Lies, Damn Lies, And Statistics: What Mark Twain and Benjamin Disraeli Would Say About Menlo Park’s Median Price Numbers
January 16, 2008
Mark Twain, it seems, merely popularized, but did not actually coin the phrase Lies, Damn Lies, and Statistics. That honor belongs to none other than the British statesman Benjamin Disraeli, the first Earl of Beaconsfield, KG, PC, FRS. (With all these acronyms after his name, one wonders if he may have been the first Realtor!)
I’ve ranted not infrequently about how real estate is local, local, local. What nationwide, statewide, or countywide prices are doing may or may not reflect your city. The overall trends in your city may not be a good indicator of your particular neighborhood.
And that’s where Benjamin Disraeli’s famous quote come in. You can make numbers tell whatever story your bias prefers.
The story I’m about to tell is hyperlocal if ever there was one.
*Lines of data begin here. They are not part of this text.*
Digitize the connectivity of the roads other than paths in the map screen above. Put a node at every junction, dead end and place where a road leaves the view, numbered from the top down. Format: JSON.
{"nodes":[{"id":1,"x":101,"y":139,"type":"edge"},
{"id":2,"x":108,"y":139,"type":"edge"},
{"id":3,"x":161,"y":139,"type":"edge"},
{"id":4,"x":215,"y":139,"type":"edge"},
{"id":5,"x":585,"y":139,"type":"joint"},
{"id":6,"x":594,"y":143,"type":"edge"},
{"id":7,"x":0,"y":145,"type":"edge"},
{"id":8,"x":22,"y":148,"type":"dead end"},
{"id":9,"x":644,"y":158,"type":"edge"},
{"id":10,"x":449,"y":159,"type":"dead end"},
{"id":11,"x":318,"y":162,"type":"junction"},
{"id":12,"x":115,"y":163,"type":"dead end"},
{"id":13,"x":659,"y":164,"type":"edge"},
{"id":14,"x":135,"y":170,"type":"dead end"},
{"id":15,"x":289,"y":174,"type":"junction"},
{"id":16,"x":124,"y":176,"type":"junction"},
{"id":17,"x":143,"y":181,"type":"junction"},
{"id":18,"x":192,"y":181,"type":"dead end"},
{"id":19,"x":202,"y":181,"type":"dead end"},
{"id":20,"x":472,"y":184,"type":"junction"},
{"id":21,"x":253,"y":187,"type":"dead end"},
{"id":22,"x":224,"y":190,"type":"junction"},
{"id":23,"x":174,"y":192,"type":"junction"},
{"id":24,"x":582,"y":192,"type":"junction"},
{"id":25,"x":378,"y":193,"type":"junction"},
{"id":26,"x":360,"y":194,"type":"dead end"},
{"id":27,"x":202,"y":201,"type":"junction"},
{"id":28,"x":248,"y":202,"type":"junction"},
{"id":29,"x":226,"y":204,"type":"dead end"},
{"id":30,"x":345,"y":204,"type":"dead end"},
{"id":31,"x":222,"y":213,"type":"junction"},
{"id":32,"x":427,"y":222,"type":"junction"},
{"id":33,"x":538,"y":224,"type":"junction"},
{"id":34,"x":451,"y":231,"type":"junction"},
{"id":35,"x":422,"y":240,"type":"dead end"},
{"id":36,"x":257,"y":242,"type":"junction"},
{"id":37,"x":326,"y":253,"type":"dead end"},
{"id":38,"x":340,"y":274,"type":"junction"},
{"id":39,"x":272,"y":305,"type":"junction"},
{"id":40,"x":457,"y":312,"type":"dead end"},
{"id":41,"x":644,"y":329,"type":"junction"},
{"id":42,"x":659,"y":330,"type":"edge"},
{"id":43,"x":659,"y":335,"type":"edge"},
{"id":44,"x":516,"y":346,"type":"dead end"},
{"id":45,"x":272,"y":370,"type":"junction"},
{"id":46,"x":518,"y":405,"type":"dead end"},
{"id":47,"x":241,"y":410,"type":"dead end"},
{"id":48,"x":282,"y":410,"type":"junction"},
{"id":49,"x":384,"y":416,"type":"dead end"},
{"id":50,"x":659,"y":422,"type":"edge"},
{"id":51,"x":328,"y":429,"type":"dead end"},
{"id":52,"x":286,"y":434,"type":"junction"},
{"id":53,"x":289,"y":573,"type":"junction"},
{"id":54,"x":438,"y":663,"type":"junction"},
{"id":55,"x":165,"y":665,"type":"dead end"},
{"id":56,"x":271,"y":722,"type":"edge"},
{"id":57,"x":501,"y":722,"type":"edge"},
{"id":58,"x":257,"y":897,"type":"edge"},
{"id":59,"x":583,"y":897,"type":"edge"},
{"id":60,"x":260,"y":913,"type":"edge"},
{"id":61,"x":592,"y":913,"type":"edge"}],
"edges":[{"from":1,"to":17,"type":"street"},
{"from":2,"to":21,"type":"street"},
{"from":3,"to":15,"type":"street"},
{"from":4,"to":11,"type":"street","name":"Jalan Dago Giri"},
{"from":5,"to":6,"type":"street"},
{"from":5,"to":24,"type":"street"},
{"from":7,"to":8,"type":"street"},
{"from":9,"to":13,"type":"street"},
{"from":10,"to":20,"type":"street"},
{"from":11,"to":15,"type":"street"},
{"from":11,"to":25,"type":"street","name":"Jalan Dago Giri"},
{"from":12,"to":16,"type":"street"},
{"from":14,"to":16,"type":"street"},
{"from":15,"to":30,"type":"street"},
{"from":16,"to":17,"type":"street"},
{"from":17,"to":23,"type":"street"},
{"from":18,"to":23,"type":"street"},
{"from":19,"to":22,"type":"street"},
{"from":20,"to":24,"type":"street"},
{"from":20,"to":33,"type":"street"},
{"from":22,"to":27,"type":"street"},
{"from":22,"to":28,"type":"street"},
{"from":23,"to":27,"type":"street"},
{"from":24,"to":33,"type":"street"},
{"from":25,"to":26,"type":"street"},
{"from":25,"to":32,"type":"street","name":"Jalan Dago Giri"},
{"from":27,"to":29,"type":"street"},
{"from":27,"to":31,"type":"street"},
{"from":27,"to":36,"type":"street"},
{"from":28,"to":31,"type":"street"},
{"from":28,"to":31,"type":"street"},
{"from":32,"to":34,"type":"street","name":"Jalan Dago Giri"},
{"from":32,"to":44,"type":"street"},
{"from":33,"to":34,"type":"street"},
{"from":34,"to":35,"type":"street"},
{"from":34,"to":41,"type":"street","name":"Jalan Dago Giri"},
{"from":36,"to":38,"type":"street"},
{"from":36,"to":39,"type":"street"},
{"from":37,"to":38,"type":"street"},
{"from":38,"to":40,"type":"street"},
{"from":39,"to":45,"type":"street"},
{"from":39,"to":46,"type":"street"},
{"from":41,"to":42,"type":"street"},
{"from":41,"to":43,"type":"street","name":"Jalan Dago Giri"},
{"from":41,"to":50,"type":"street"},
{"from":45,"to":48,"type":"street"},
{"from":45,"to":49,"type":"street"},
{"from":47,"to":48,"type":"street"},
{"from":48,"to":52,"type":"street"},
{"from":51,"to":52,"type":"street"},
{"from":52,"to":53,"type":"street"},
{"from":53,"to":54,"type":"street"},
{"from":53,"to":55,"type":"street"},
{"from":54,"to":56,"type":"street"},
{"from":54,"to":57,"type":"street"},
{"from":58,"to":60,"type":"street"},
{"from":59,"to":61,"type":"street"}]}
If you’re not in this immediate area, the lesson for you is not in these specific numbers, but in the notion that you have to understand your local market.
Here, for instance, is a pretty bad story to tell, and it appears that the story, as told by the great numerical storytellers of Altos Research, is quite simple: home prices in Menlo Park are in freefall, with the median having dropped from an all-time high of $1.65M in mid-2005 to a current $875K-ish. 2007 prices have — apparently — dropped by 30%:

That story just doesn’t make sense to me, however. The marquee towns up and down the Peninsula — those with good schools and their associated high prices — have actually done quite well over the last year. Why would Menlo Park be any different?
Palo Alto: Median prices mostly up last year, with a retreat in the latter part of the year, and signs of another season upsurge upon us…
Los Altos: An incredible run-up in prices, again with a dip last year, and again with a sign of a revival this year…
Los Gatos: A rise last year, though not as much as the other towns, and a pullback in prices in the latter part of the year…
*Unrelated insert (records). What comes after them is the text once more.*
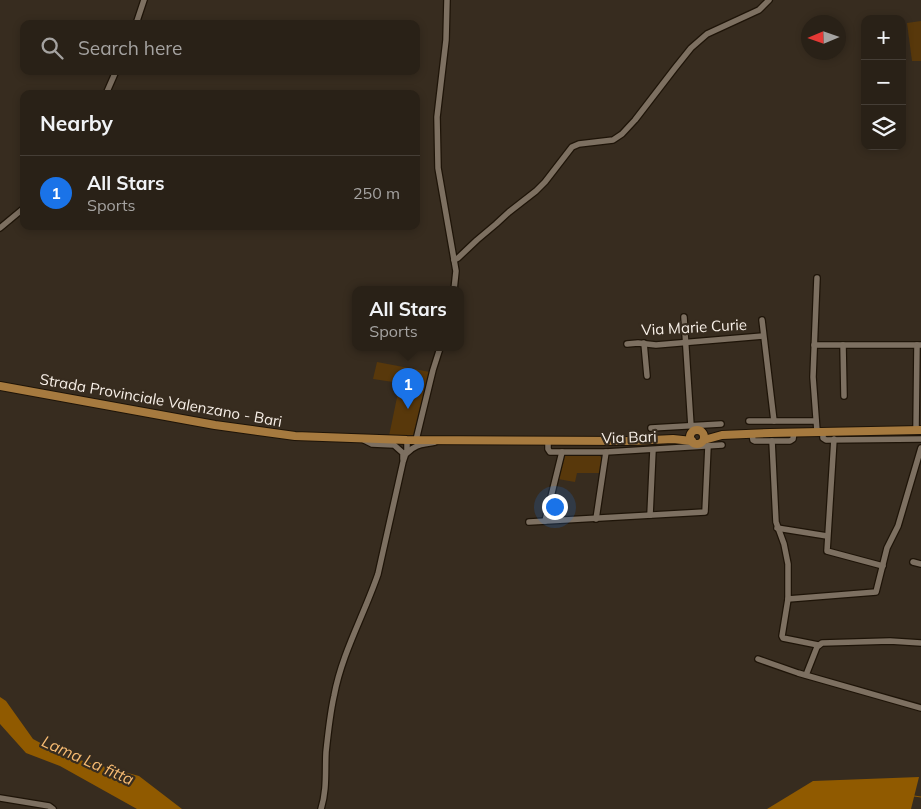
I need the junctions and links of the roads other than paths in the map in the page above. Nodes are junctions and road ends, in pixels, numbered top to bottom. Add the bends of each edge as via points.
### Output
1 (144, 0) edge
2 (447, 0) edge
3 (769, 0) edge
4 (137, 20) edge
5 (114, 75) edge
6 (108, 90) edge
7 (20, 211) edge
8 (0, 228) edge
9 (454, 260) junction
10 (816, 278) dead end
11 (454, 286) edge
12 (684, 317) dead end
13 (762, 320) dead end
14 (763, 336) junction
15 (685, 343) junction
16 (627, 344) dead end
17 (644, 344) junction
18 (814, 345) junction
19 (843, 345) junction
20 (919, 345) edge
21 (439, 351) edge
22 (647, 376) dead end
23 (0, 386) edge
24 (844, 396) dead end
25 (816, 420) junction
26 (748, 421) dead end
27 (772, 421) junction
28 (789, 421) junction
29 (918, 421) edge
30 (721, 424) dead end
31 (651, 428) dead end
32 (918, 430) edge
33 (820, 431) junction
34 (792, 432) junction
35 (770, 433) junction
36 (752, 434) junction
37 (698, 436) junction
38 (362, 439) junction
39 (445, 439) junction
40 (921, 439) edge
41 (407, 440) junction
42 (416, 440) junction
43 (498, 440) joint
44 (548, 440) junction
45 (576, 440) junction
46 (834, 440) junction
47 (772, 441) junction
48 (722, 445) dead end
49 (921, 448) edge
50 (653, 450) junction
51 (562, 452) junction
52 (576, 452) junction
53 (606, 452) junction
54 (404, 454) junction
55 (650, 515) junction
56 (596, 518) junction
57 (529, 522) dead end
58 (545, 522) junction
59 (777, 528) junction
60 (828, 536) junction
61 (913, 562) dead end
62 (921, 564) edge
63 (883, 566) junction
64 (788, 600) junction
65 (921, 642) edge
66 (818, 645) junction
67 (758, 659) dead end
68 (806, 675) junction
69 (921, 708) edge
70 (0, 798) edge
71 (53, 809) edge
72 (321, 809) edge

1 - 4 street
2 - 9 street via 437,117 438,168
3 - 9 street via 759,10 708,34 692,48 622,134 612,140 579,144 572,148 541,187
5 - 6 street
7 - 8 street
9 - 11 street
10 - 18 street
12 - 15 street
13 - 14 street
14 - 15 street, Via Marie Curie
14 - 27 street
15 - 17 street, Via Marie Curie
15 - 37 street
16 - 17 street, Via Marie Curie
17 - 22 street
18 - 19 street
18 - 25 street
19 - 20 street
19 - 24 street
20 - 29 street
21 - 42 street
23 - 38 main road, Strada Provinciale Valenzano - Bari via 257,432
25 - 28 street
25 - 33 street
26 - 27 street
27 - 28 street
27 - 35 street
28 - 34 street
29 - 32 street
30 - 37 street, Via Bari
31 - 37 street, Via Bari
32 - 33 main road, Via Bari
33 - 34 main road, Via Bari
33 - 46 street via 824,439
34 - 35 main road, Via Bari
34 - 47 street, Via Bari via 792,440
35 - 36 main road, Via Bari
36 - 37 main road, Via Bari
36 - 47 street, Via Bari via 754,441
37 - 45 main road, Via Bari via 630,441
37 - 48 street, Via Bari
37 - 50 street, Via Bari
37 - 55 street via 705,512
38 - 41 main road, Strada Provinciale Valenzano - Bari
38 - 54 street via 372,444 394,446
39 - 42 main road, Strada Provinciale Valenzano - Bari
39 - 43 main road, Strada Provinciale Valenzano - Bari
39 - 54 street via 419,445
40 - 46 street
41 - 42 main road, Strada Provinciale Valenzano - Bari
41 - 54 street
43 - 44 main road, Via Bari
44 - 45 main road, Via Bari
44 - 51 street via 549,452
45 - 52 street
46 - 60 street
47 - 59 street
49 - 63 street
50 - 53 street, Via Bari
50 - 55 street
51 - 52 street, Via Bari
51 - 58 street
52 - 53 street, Via Bari
53 - 56 street
54 - 72 street via 378,574 344,658 334,694 326,754 326,790
55 - 56 street
56 - 58 street
57 - 58 street
59 - 60 street
59 - 64 street via 786,551
60 - 63 street via 827,552
61 - 62 street
63 - 64 street via 876,592
64 - 66 street via 782,637
65 - 66 street via 824,642
66 - 68 street
67 - 68 street
68 - 69 street
70 - 71 street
You get the picture. Why then is Menlo Park so different? Have prices really dropped by 30%?
The answer? Most emphatically not!
In fact, take a look at these numbers, pulled from our local MLS. Of the twelve Menlo Park neighborhoods, only two of them had median prices go down in 2007 — and then only by 2-3%. Other neighborhoods saw medians rise from 5.6% (Flood Park) to 35.6% (Alpine Road Area.) The following graph shows the percentage change in median prices from 2006 to 2007.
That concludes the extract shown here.